- _What the task requires_:
Every line that contains the word "hand" should be copied from the records below.

- _Input material_:

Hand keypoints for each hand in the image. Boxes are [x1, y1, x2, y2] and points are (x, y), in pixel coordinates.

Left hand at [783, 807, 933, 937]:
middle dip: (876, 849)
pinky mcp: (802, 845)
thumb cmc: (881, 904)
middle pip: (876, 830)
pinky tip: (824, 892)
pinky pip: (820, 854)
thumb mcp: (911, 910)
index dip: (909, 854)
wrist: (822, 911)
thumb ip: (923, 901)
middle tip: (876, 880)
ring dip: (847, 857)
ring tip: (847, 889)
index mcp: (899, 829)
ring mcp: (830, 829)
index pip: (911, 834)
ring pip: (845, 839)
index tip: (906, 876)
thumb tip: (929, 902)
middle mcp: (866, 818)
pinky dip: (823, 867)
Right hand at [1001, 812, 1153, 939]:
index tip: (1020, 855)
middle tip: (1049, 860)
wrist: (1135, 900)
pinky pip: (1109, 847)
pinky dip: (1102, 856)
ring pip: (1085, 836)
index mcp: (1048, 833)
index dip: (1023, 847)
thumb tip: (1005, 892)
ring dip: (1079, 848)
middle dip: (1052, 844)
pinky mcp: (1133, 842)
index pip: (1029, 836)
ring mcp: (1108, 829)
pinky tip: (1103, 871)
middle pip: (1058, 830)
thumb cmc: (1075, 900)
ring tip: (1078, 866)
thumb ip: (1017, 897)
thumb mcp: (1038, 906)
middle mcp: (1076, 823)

---

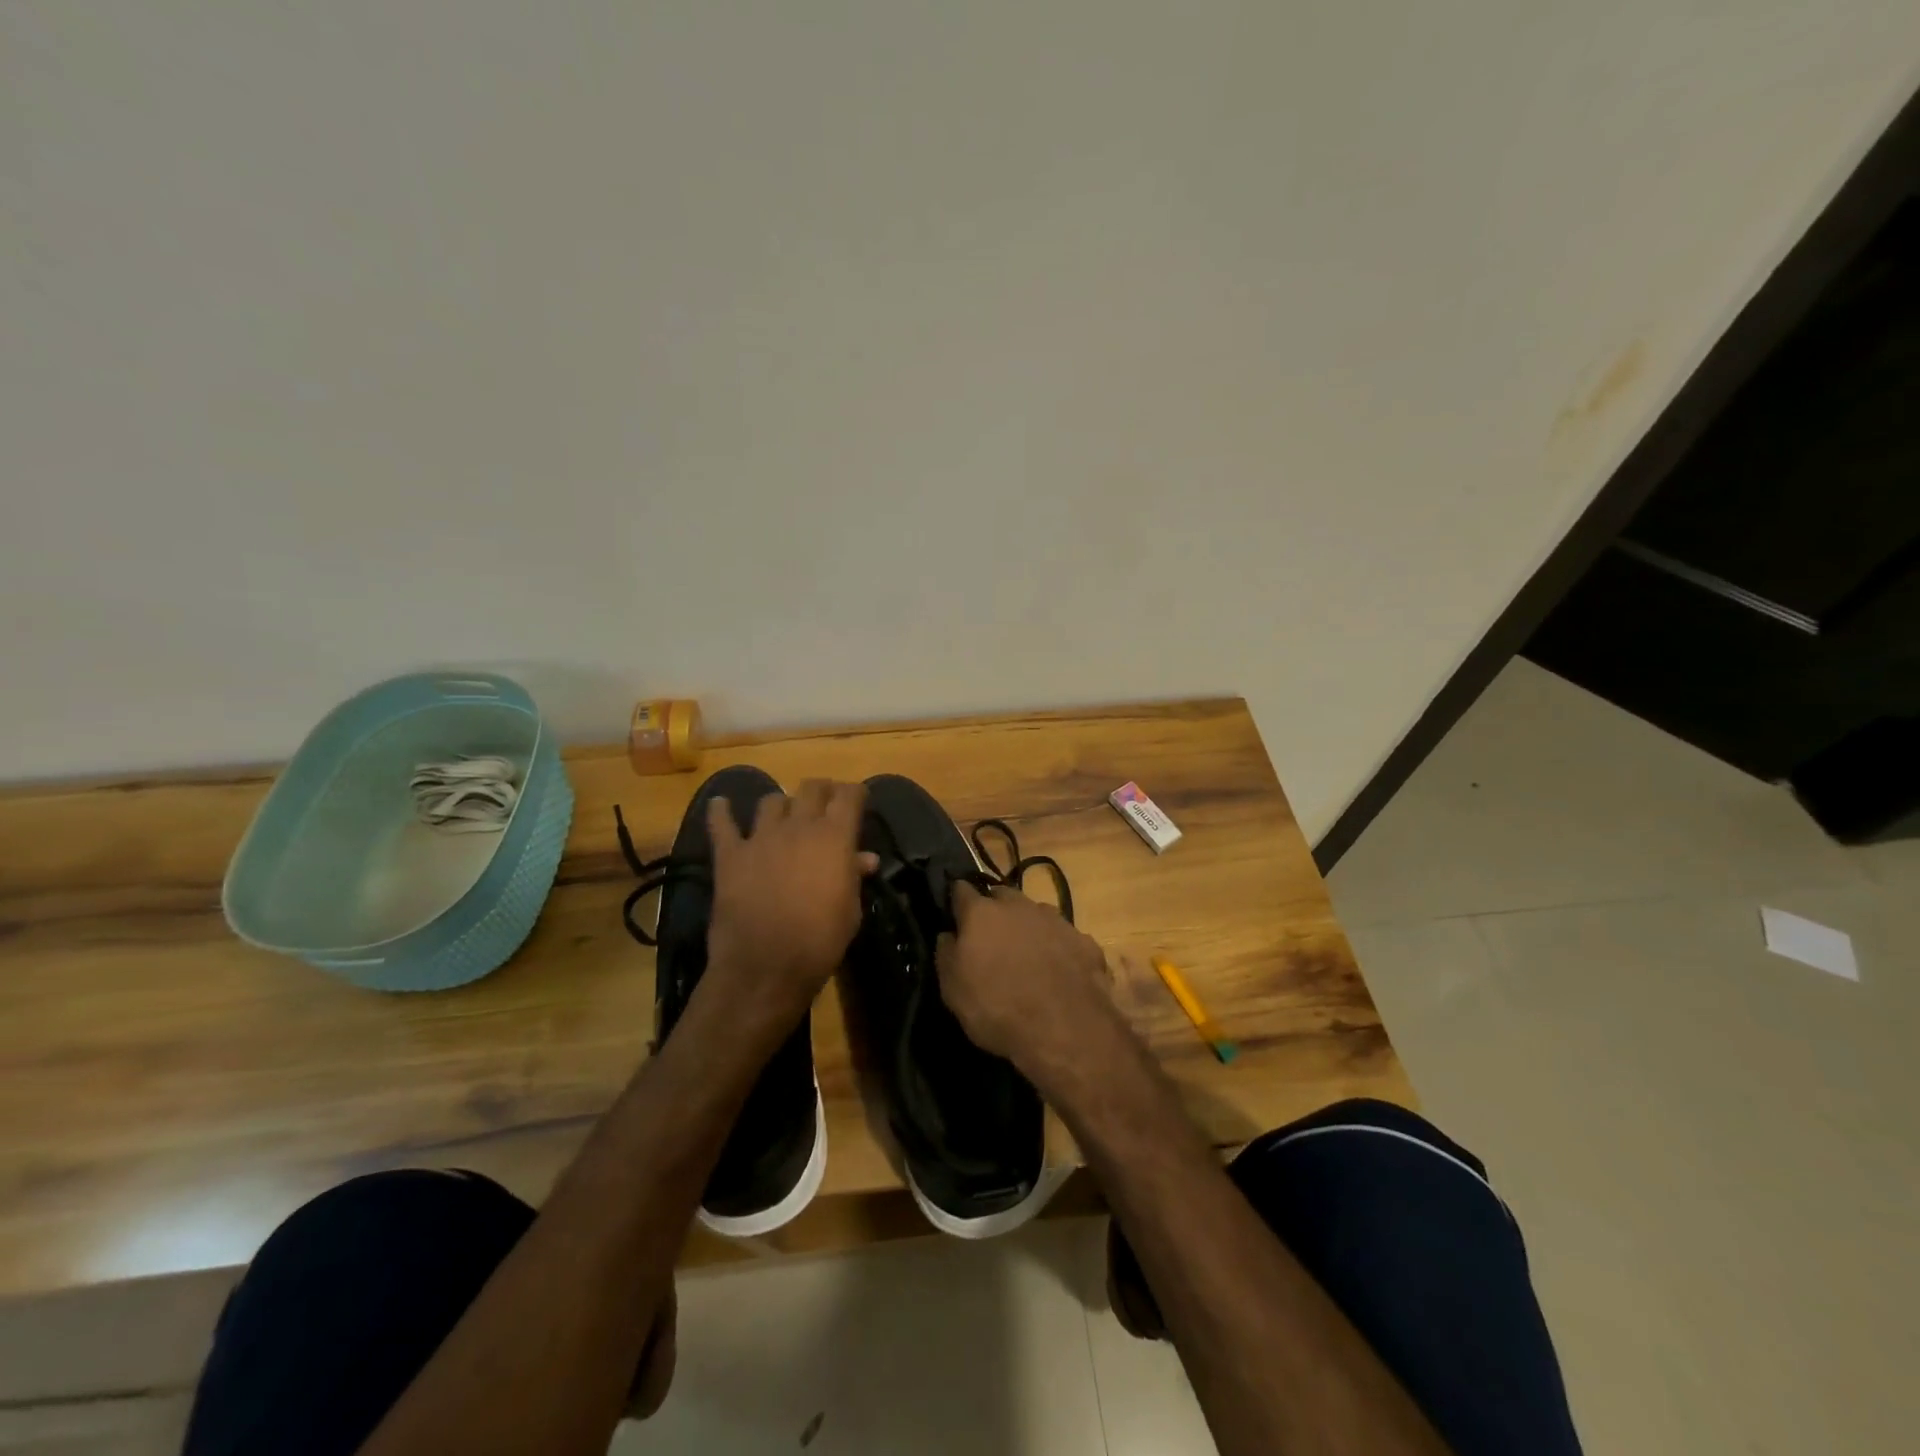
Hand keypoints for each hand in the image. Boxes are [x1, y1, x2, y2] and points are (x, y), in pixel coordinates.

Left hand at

- _Solved exercise_:
Hand keypoints for each hand in the image. Boxes are [x1, y1, x2, y2] and points are (x, y), in pixel coordinates.
Left hand at [783, 807, 933, 937]:
Right hand at [1001, 812, 1153, 939]:
Hand keypoints for each hand in the image. Boxes are [x1, y1, x2, y2] and points are (x, y), in pixel coordinates.
Left hand at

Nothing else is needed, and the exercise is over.